Migrant families shift to dangerous desert crossings
Reporting from El Paso — Increasing numbers of Guatemalan families trying to enter the U.S. illegally are avoiding the most popular routes in favor of more dangerous, remote desert crossings like those used by two children who died in December in Border Patrol custody, officials say.
Most people trying to sneak into the country still use long-established routes in Texas’ Rio Grande Valley. But recently released government figures show a growing number of families crossing along the 268-mile stretch of border known as the El Paso Sector, which includes western Texas and all of New Mexico.
In November, the U.S. Border Patrol in that sector caught 11,617 people traveling in families — nearly 20 times the total during November 2017 and just over a fifth of all migrants apprehended on the southern border. The majority of those families were from Guatemala.
Kevin McAleenan, the U.S. Customs and Border Protection commissioner, told reporters Monday that the increase in migrant families was creating an “unprecedented crisis.”
From Dec. 22 to Dec. 30 along the entire border with Mexico, the Border Patrol has referred 451 migrants — including 259 children, about half of them under age 5 — to medical providers.
“Many were ill before they departed their homes,” McAleenan said, citing cases of flu, pneumonia, tuberculosis and parasites.
Six children and 11 adults have been hospitalized.
Officials did not say how many of the medical referrals were in the El Paso sector.

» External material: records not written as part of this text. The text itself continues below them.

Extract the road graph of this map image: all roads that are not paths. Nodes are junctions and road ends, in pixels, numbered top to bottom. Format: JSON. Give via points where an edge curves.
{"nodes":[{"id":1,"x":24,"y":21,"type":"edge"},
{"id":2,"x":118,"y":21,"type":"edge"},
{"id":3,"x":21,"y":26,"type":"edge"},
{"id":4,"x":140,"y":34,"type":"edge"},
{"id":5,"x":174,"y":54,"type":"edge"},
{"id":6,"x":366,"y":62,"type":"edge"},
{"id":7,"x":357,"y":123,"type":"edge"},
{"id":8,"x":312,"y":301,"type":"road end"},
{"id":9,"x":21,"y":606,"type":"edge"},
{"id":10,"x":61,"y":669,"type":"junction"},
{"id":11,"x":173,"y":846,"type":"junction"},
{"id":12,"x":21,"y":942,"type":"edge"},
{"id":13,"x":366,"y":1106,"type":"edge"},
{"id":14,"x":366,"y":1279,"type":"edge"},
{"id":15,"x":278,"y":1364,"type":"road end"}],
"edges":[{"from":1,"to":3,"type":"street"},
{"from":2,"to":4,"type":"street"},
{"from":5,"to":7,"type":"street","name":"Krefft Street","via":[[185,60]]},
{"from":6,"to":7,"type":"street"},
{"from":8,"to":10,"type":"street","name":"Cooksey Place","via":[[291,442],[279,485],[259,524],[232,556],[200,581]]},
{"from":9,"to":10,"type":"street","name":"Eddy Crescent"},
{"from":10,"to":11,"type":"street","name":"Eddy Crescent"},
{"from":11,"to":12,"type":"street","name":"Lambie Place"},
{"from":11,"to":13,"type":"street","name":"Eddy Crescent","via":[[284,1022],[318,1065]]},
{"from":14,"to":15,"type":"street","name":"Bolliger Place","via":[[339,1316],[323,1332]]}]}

The area has been a focal point in the debate over illegal immigration since 7-year-old Jakelin Caal Maquin died at an El Paso hospital on Dec. 8, two days after crossing in New Mexico and being taken into Border Patrol custody with her father, who remains at a shelter awaiting results of an autopsy.
He has said through his lawyers that he cared for his daughter during their journey and that she was not ill before they got to the U.S.
Two weeks later, on Dec. 24, 8-year-old Felipe Gomez Alonzo died in New Mexico after being apprehended at the border with his father and spending six days among at least four crowded holding facilities. An autopsy showed he had the flu.
McAleenan said the two cases are the only deaths of children in Border Patrol custody in more than a decade.
Teams from the U.S. Coast Guard and Centers for Disease Control and Prevention were sent to the border this week to assist in medical screenings and recommend measures to limit illnesses in Border Patrol holding areas in El Paso.
Immigrant rights advocates blamed the new, more dangerous crossing patterns largely on stepped-up enforcement in more frequently traveled areas and efforts by the Trump administration to discourage people from entering at official border crossings to seek asylum.
“When you start interfering with a migration pattern, you better be prepared to deal with the consequences,” said Ruben Garcia, director of Annunciation House, which has been sheltering migrants in El Paso and coordinating shelters in New Mexico.
McAleenan rejected that explanation. He said smugglers are steering families into “new and remote areas” to avoid paying crossing fees to the cartels that control more popular routes.
The bus ride from Guatemala takes just a few days, leaving migrants feeling fresh for the trek through the desert and “providing greater confidence for parents to bring younger children,” he said.
Guadalupe Correa-Cabrera, a professor of policy and government at George Mason University, said her research shows that cartel control of the Rio Grande Valley is indeed driving up the price of crossing there.
“Kids are dying because now the families are trying to make it through other points,” she said.
And more migrants are traveling with children because smugglers are telling them families have a better chance of receiving asylum, Correa-Cabrera said: “They are promising the families if you bring the children with you, you have a ticket to the United States.”
Monday, at an El Paso shelter Roberto Ramirez Diaz, 32, said he brought his 17-year-old son, Darinel, north from the highlands of western Guatemala last month because a smuggler told them it would be easier to cross as a family.
Darinel explained that the price of crossing was also less for a family than for a single adult — $4,600 compared to $8,000 — because families could be left at the border to claim asylum whereas individuals must be guided deeper into the country.
They said smugglers sent some migrants through the desert, but that they wound up crossing from Juarez to El Paso, then turning themselves over to the Border Patrol. They were released five days later.
They planned to take a bus to Immokalee, Fla., where Ramirez’s brother makes $80 a day as a farmworker — 20 times what they made working the fields in Guatemala — and has an apartment they can share while they wait for their immigration court proceedings. They have arranged to work with him to pay off their debt to the smuggler.
Once they do, they plan to send for the rest of their family: Ramirez’s wife and 6-year-old daughter.